* [Assignment]:
The expected output is a verbatim reprint of the lines from the beginning of the data that follows through the line that contains "Road topology of".

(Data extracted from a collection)
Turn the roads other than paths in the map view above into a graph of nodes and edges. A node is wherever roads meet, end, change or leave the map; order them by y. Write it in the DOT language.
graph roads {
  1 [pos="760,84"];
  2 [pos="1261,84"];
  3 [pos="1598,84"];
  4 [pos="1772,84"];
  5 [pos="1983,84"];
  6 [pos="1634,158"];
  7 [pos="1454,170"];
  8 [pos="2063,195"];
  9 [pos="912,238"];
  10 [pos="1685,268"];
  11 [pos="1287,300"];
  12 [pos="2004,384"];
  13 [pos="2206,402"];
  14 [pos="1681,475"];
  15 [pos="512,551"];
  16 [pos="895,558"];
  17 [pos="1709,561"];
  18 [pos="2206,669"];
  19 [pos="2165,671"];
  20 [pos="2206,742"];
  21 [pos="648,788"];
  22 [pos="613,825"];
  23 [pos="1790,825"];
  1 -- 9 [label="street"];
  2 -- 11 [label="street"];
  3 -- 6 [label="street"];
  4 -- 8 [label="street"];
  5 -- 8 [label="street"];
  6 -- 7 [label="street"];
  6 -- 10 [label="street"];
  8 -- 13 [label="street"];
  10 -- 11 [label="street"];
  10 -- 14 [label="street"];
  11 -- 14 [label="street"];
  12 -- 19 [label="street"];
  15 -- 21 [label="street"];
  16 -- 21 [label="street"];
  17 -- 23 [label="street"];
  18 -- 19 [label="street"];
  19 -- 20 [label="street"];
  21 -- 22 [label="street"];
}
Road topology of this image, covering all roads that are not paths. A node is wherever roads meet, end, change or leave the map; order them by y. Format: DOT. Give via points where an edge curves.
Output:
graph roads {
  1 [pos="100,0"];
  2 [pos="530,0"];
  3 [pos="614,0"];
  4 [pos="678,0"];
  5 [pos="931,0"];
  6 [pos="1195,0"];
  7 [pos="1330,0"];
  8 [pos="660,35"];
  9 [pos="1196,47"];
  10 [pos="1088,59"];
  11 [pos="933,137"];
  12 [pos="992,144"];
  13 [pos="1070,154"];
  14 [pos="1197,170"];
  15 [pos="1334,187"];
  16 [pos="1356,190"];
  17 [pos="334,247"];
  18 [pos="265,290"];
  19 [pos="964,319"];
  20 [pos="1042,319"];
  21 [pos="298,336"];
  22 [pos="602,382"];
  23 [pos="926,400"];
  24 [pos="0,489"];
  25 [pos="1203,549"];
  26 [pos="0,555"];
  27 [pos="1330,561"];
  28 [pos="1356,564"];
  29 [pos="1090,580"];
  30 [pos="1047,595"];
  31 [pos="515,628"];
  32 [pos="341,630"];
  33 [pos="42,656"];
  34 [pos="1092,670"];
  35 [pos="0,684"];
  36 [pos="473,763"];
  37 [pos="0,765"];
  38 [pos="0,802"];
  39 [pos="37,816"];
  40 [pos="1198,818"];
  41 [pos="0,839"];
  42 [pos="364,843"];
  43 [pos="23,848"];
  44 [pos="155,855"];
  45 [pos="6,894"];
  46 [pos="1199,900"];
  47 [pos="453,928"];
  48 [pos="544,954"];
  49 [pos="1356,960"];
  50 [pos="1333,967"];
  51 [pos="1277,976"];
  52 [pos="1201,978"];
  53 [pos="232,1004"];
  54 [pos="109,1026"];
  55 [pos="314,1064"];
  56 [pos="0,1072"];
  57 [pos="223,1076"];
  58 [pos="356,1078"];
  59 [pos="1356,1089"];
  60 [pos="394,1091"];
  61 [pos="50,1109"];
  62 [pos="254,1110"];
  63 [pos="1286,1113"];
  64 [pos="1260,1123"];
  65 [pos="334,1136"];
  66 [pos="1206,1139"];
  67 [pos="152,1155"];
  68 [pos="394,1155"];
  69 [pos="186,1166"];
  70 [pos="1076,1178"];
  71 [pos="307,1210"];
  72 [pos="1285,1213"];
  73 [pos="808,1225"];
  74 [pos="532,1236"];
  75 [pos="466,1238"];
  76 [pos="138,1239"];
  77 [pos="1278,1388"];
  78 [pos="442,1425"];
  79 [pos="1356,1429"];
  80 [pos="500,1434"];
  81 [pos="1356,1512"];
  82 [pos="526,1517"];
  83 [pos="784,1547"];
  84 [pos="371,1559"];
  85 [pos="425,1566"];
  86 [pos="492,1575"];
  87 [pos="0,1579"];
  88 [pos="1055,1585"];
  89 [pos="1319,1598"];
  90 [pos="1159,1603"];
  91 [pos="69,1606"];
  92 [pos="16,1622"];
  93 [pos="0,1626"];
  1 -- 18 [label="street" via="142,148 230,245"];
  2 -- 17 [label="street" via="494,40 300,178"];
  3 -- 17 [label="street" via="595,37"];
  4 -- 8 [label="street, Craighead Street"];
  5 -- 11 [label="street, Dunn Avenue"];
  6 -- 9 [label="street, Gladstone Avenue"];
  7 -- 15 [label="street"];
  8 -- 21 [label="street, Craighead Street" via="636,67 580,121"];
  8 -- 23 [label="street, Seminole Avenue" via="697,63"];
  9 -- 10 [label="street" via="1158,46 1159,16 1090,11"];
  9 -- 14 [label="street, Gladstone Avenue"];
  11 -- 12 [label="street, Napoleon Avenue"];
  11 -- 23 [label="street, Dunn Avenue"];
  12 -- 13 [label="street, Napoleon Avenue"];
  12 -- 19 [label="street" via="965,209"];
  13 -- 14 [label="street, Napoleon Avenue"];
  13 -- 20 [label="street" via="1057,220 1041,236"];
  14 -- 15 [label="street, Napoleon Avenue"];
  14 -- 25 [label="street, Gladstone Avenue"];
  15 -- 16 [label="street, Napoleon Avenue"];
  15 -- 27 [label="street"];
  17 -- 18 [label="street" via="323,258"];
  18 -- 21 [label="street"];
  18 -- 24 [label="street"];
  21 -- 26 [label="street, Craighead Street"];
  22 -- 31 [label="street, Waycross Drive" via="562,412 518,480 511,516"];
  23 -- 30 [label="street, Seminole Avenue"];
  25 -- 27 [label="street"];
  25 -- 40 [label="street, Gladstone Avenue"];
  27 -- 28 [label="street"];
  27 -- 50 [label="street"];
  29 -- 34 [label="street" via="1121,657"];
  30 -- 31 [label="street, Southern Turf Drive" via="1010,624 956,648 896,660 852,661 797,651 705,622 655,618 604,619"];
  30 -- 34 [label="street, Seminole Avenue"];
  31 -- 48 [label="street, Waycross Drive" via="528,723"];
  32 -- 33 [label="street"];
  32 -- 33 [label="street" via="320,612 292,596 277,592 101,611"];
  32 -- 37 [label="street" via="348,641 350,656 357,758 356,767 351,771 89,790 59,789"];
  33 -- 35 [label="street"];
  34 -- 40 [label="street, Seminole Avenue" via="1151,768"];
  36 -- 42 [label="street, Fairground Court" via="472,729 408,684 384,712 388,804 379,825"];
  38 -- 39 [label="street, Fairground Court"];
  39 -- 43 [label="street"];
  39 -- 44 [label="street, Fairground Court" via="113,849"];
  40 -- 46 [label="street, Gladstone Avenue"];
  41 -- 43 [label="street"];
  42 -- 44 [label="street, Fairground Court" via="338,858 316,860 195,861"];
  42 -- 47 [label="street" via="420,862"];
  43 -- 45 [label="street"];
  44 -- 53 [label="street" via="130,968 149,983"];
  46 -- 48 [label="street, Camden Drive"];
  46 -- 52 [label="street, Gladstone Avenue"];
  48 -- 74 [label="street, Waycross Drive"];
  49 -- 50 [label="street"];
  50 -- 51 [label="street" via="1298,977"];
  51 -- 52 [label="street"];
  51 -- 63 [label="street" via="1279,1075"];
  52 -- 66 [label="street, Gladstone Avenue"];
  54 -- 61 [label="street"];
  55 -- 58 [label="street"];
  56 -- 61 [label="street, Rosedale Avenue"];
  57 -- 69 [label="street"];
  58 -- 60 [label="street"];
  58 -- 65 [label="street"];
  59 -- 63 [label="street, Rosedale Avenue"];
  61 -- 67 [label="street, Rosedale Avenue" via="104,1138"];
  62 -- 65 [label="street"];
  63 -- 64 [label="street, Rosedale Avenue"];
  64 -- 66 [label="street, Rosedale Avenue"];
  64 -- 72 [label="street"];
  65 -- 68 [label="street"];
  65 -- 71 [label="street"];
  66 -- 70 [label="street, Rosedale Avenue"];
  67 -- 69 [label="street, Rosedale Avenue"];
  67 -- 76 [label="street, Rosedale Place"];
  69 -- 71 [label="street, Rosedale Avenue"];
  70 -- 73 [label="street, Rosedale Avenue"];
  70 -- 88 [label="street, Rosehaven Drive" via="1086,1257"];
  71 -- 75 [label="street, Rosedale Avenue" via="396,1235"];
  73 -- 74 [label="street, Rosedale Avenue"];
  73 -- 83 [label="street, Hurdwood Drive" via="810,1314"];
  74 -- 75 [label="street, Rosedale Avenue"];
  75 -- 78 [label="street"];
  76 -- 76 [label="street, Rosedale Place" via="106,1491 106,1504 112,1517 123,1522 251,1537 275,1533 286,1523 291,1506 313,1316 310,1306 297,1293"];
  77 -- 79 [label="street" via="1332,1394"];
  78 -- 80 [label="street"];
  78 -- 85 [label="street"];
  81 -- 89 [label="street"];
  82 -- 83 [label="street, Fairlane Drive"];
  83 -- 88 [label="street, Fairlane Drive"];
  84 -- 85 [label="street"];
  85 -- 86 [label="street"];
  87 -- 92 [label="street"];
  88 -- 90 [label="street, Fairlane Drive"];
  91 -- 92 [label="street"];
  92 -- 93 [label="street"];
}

* [Answer for this exercise]:
Turn the roads other than paths in the map view above into a graph of nodes and edges. A node is wherever roads meet, end, change or leave the map; order them by y. Write it in the DOT language.
graph roads {
  1 [pos="760,84"];
  2 [pos="1261,84"];
  3 [pos="1598,84"];
  4 [pos="1772,84"];
  5 [pos="1983,84"];
  6 [pos="1634,158"];
  7 [pos="1454,170"];
  8 [pos="2063,195"];
  9 [pos="912,238"];
  10 [pos="1685,268"];
  11 [pos="1287,300"];
  12 [pos="2004,384"];
  13 [pos="2206,402"];
  14 [pos="1681,475"];
  15 [pos="512,551"];
  16 [pos="895,558"];
  17 [pos="1709,561"];
  18 [pos="2206,669"];
  19 [pos="2165,671"];
  20 [pos="2206,742"];
  21 [pos="648,788"];
  22 [pos="613,825"];
  23 [pos="1790,825"];
  1 -- 9 [label="street"];
  2 -- 11 [label="street"];
  3 -- 6 [label="street"];
  4 -- 8 [label="street"];
  5 -- 8 [label="street"];
  6 -- 7 [label="street"];
  6 -- 10 [label="street"];
  8 -- 13 [label="street"];
  10 -- 11 [label="street"];
  10 -- 14 [label="street"];
  11 -- 14 [label="street"];
  12 -- 19 [label="street"];
  15 -- 21 [label="street"];
  16 -- 21 [label="street"];
  17 -- 23 [label="street"];
  18 -- 19 [label="street"];
  19 -- 20 [label="street"];
  21 -- 22 [label="street"];
}
Road topology of this image, covering all roads that are not paths. A node is wherever roads meet, end, change or leave the map; order them by y. Format: DOT. Give via points where an edge curves.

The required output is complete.